Supplied data:
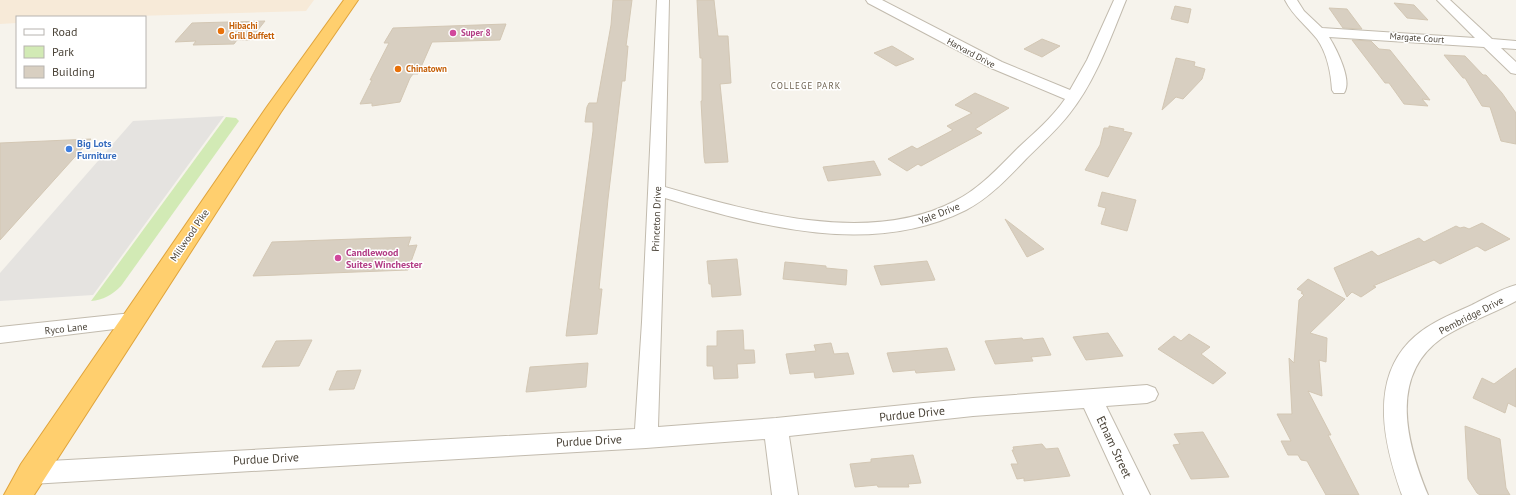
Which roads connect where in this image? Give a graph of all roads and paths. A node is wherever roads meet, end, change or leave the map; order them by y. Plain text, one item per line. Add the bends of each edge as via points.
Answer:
1 (351, 0) edge
2 (663, 0) edge
3 (872, 0) edge
4 (1120, 0) edge
5 (1291, 0) edge
6 (1443, 0) edge
7 (1318, 32) junction
8 (1487, 43) junction
9 (1516, 44) edge
10 (1516, 70) edge
11 (1339, 90) dead end
12 (1074, 97) junction
13 (657, 190) junction
14 (1516, 292) edge
15 (132, 321) junction
16 (0, 335) edge
17 (1147, 394) dead end
18 (1091, 398) junction
19 (776, 428) junction
20 (646, 438) junction
21 (25, 484) edge
22 (12, 495) edge
23 (784, 495) edge
24 (1137, 495) edge
25 (1415, 495) edge

1 - 15 highway, Millwood Pike via 272,112
2 - 13 street, Princeton Drive
3 - 12 street, Harvard Drive via 999,67 1043,87
4 - 12 street, Yale Drive via 1101,46
5 - 7 street via 1300,16
6 - 8 street
7 - 8 street, Margate Court
7 - 11 street via 1331,54
8 - 9 street, Margate Court
8 - 10 street
12 - 13 street, Yale Drive via 1038,138 982,190 961,205 917,221 860,228 783,222 698,203
13 - 20 street, Princeton Drive
14 - 25 street, Pembridge Drive via 1433,334 1412,354 1405,367 1397,392 1395,422 1405,473
15 - 16 street, Ryco Lane
15 - 21 highway, Millwood Pike
17 - 18 street, Purdue Drive
18 - 19 street, Purdue Drive
18 - 24 street, Etnam Street
19 - 20 street, Purdue Drive
19 - 23 street
20 - 21 street, Purdue Drive
21 - 22 highway, Millwood Pike

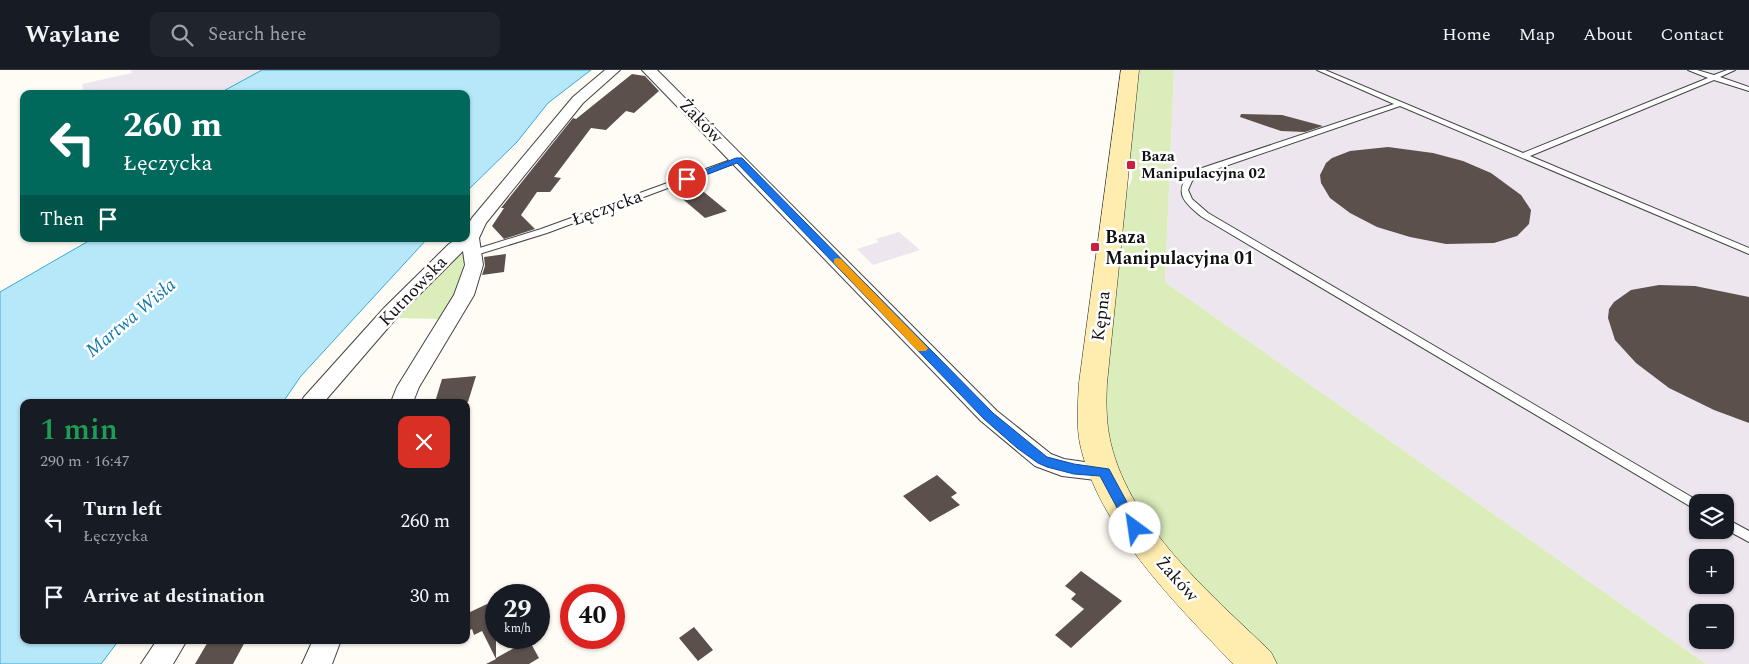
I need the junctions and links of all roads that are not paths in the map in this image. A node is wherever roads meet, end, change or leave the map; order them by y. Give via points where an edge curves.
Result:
1 (613, 70) edge
2 (649, 70) edge
3 (1130, 70) edge
4 (1320, 70) edge
5 (1692, 70) edge
6 (1732, 70) edge
7 (1714, 77) junction
8 (1749, 89) edge
9 (1399, 104) junction
10 (1524, 156) junction
11 (739, 160) junction
12 (472, 246) junction
13 (1749, 251) edge
14 (315, 399) edge
15 (403, 399) edge
16 (1104, 472) junction
17 (1689, 502) edge
18 (1734, 528) edge
19 (1749, 537) edge
20 (170, 644) edge
21 (325, 644) edge
22 (156, 664) edge
23 (317, 664) edge
24 (1258, 664) edge

1 - 12 street, Kutnowska via 578,100 478,222
2 - 11 street, Żaków
3 - 16 street, Kępna via 1093,383 1094,437
4 - 9 lane
5 - 7 lane
6 - 7 lane
7 - 8 lane
7 - 10 lane
9 - 10 lane
9 - 17 lane via 1196,173 1184,189 1188,201 1205,215
10 - 13 lane
11 - 12 lane, Łęczycka via 544,231
11 - 16 street, Żaków via 989,416 1021,444 1051,464
12 - 14 street, Kutnowska via 455,248 392,311
12 - 15 street via 474,265 464,295
16 - 24 street, Żaków via 1128,518 1160,562
18 - 19 lane
20 - 22 street
21 - 23 street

Aim of the task: Track down every line in the entries that includes the string "Give", and copy it.

Response to the exercise:
Which roads connect where in this image? Give a graph of all roads and paths. A node is wherever roads meet, end, change or leave the map; order them by y. Plain text, one item per line. Add the bends of each edge as via points.
I need the junctions and links of all roads that are not paths in the map in this image. A node is wherever roads meet, end, change or leave the map; order them by y. Give via points where an edge curves.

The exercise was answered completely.